How it all started.
In 1998, Marc Laporte founded AvanTech, which was later rebranded as EvoluData. For a number of years prior to that, he was a freelance developer providing solutions locally and internationally that were primarily related to e-commerce, websites, and web apps. He was using many proprietary and Open Source software solutions including Tiki. As the world was just opening up to the "World-Wide Web" and witnessing its business potential, it comes as no surprise that a lot of important web-centric projects started this time around, such as Tiki.
From the very beginning, AvanTech supported non-profit organizations in managing their data and documentation, with Tiki playing a central role in these successes.
One organization, faced with high staff turnover, needed a way to capture and preserve employees' tacit knowledge. Tiki's wiki features provided the perfect solution—creating living documents that were searchable, versioned, and always up to date. Around the same time, the organization's youth branch turned to Tiki's "trackers" to organize events, assign tasks, and monitor progress.
The impact was clear: Tiki not only solved real-world challenges, but also proved its strength as a collaboration and knowledge-management platform. This inspired us to make Tiki our primary focus. Marc continued to contribute as a community leader, while the project grew rapidly, reaching hundreds of developers, adding major features, and even earning a Bossie Award from InfoWorld for Best of Open Source Software.
Today, Tiki has been downloaded over one million times, has developed a community of users and continues to thrive with dozens of active developers. With more than 200 core features, Tiki powers a wide range of projects from websites and content management to employee support and data solutions; making it one of the most versatile Open Source platforms available.

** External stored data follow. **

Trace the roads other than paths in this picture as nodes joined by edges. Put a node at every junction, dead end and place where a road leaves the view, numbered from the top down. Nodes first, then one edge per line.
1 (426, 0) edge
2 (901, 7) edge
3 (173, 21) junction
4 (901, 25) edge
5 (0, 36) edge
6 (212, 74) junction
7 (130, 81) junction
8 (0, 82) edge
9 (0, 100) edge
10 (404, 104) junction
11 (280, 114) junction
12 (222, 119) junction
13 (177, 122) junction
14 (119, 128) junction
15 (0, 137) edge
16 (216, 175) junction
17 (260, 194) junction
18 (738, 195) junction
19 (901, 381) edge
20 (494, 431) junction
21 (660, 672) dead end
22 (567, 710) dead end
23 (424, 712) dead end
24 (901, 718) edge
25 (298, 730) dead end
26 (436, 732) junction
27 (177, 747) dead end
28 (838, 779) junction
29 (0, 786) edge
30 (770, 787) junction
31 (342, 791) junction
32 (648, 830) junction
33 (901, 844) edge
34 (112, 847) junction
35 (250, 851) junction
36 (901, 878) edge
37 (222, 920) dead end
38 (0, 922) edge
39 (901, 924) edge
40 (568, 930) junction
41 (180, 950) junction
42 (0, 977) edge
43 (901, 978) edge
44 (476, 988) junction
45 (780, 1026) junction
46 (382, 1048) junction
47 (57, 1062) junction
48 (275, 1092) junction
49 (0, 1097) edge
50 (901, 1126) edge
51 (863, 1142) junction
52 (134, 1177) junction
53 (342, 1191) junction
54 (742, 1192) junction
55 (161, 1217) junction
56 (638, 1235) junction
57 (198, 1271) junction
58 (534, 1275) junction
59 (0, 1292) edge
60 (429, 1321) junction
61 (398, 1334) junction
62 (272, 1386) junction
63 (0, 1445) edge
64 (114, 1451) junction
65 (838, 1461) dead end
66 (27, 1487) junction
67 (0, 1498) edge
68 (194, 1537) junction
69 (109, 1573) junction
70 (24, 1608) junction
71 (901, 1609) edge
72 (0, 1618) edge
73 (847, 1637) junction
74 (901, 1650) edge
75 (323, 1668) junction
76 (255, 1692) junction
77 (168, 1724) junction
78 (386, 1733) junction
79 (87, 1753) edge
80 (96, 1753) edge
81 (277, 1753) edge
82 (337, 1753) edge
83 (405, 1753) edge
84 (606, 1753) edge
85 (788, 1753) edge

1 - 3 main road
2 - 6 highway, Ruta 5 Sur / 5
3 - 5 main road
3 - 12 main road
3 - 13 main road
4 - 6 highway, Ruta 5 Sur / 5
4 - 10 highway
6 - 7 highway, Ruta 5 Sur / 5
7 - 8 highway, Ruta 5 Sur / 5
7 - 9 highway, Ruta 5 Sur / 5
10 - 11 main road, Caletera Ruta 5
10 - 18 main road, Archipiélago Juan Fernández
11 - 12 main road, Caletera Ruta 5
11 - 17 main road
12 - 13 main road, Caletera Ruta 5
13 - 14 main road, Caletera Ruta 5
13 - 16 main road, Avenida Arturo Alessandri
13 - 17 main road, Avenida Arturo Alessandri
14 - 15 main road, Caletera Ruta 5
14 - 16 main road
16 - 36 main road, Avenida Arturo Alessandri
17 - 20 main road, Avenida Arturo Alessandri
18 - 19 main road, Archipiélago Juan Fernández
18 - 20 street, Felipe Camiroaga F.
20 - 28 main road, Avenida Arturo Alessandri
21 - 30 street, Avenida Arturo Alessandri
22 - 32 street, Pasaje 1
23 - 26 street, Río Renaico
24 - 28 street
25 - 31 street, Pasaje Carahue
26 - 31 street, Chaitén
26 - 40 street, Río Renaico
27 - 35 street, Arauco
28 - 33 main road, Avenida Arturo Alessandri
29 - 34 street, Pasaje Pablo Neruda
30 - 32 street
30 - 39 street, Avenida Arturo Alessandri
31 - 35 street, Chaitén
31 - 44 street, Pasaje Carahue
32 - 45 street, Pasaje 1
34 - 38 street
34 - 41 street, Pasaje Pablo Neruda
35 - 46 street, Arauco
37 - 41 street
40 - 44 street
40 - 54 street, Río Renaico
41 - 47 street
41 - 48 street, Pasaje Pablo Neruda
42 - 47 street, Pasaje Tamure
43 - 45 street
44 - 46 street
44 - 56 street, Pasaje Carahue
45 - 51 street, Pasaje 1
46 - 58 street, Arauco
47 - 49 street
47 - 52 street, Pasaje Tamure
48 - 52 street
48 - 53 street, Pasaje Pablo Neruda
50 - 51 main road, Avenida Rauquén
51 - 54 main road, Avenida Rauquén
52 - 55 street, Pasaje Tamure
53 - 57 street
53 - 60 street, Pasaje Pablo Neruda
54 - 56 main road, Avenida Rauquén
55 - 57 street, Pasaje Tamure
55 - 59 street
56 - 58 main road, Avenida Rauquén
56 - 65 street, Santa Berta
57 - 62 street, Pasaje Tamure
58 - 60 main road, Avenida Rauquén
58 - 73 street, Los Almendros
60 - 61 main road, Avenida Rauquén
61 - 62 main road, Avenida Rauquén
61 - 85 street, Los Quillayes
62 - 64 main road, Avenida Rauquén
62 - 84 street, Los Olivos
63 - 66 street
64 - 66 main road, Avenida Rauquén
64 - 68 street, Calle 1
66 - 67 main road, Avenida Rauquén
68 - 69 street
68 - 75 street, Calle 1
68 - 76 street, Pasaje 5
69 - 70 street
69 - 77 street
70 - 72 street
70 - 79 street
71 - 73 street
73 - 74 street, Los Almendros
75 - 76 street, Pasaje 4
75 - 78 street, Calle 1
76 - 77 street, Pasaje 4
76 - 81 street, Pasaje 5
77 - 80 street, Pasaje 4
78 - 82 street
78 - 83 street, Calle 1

In 2006, after years of working for various private sector organizations, we proudly landed our first public sector contract with the AETMIS ("Agence d’évaluation des technologies et des modes d’intervention en santé", which later merged into the INESSS, "Institut national d’excellence en santé et en services sociaux"). The AETMIS initially approached us to implement an employee intranet.
This initial foray solidified our presence in the public sector, especially in the healthcare industry. We consider this as a significant achievement at a time when the public sector was completely dominated by proprietary software, and the general public was just beginning to become aware of the advantages of Open Source software in regard to public resources. AvanTech proved to be a pioneer in advancing this trend and mindset, helping to bring Free and Open Source software philosophy and methodologies from a developers-centric community to the halls of public offices.
To this day, we continue servicing clients in the public sector, as well as various NGOs, alongside our many clients from the private sector. We actively participate in the public tender process locally and internationally, and have documented our findings on Open Source Procurement.
Expanding Tiki into WikiSuite, and rebranding from AvanTech to EvoluData
WikiSuite was launched as a turn-key package combining Tiki with various other Open Source technologies, offering clients more functionality and better integration for asynchronous and synchronous collaboration. We integrated other Open Source solutions like Jitsi, Xibo, ElasticSearch, Openfire and Roundcube which further enhanced our competency across many projects. Some of these components have since then been replaced by other, more suitable Open Source components, but the core idea remains the same: WikiSuite is a turn-key package focused on entreprise solutions, while remaining a 100% Free and Open Source collection of software from beginning to end. You can learn more on the WikiSuite website.
AvanTech made a branding change to become EvoluData and focus on the "evolution of data" that is taking place in the enterprise, and to expand our team’s contribution to that story. Twenty years ago, enterprise systems operated largely behind firewalls; department heads bought apps to suit their functional needs without considering the re-usable value of the data to work smarter, and of course this was before social computing, or "the cloud", or big data. The world of enterprise information management has evolved, and Open Source and EvoluData have evolved with it.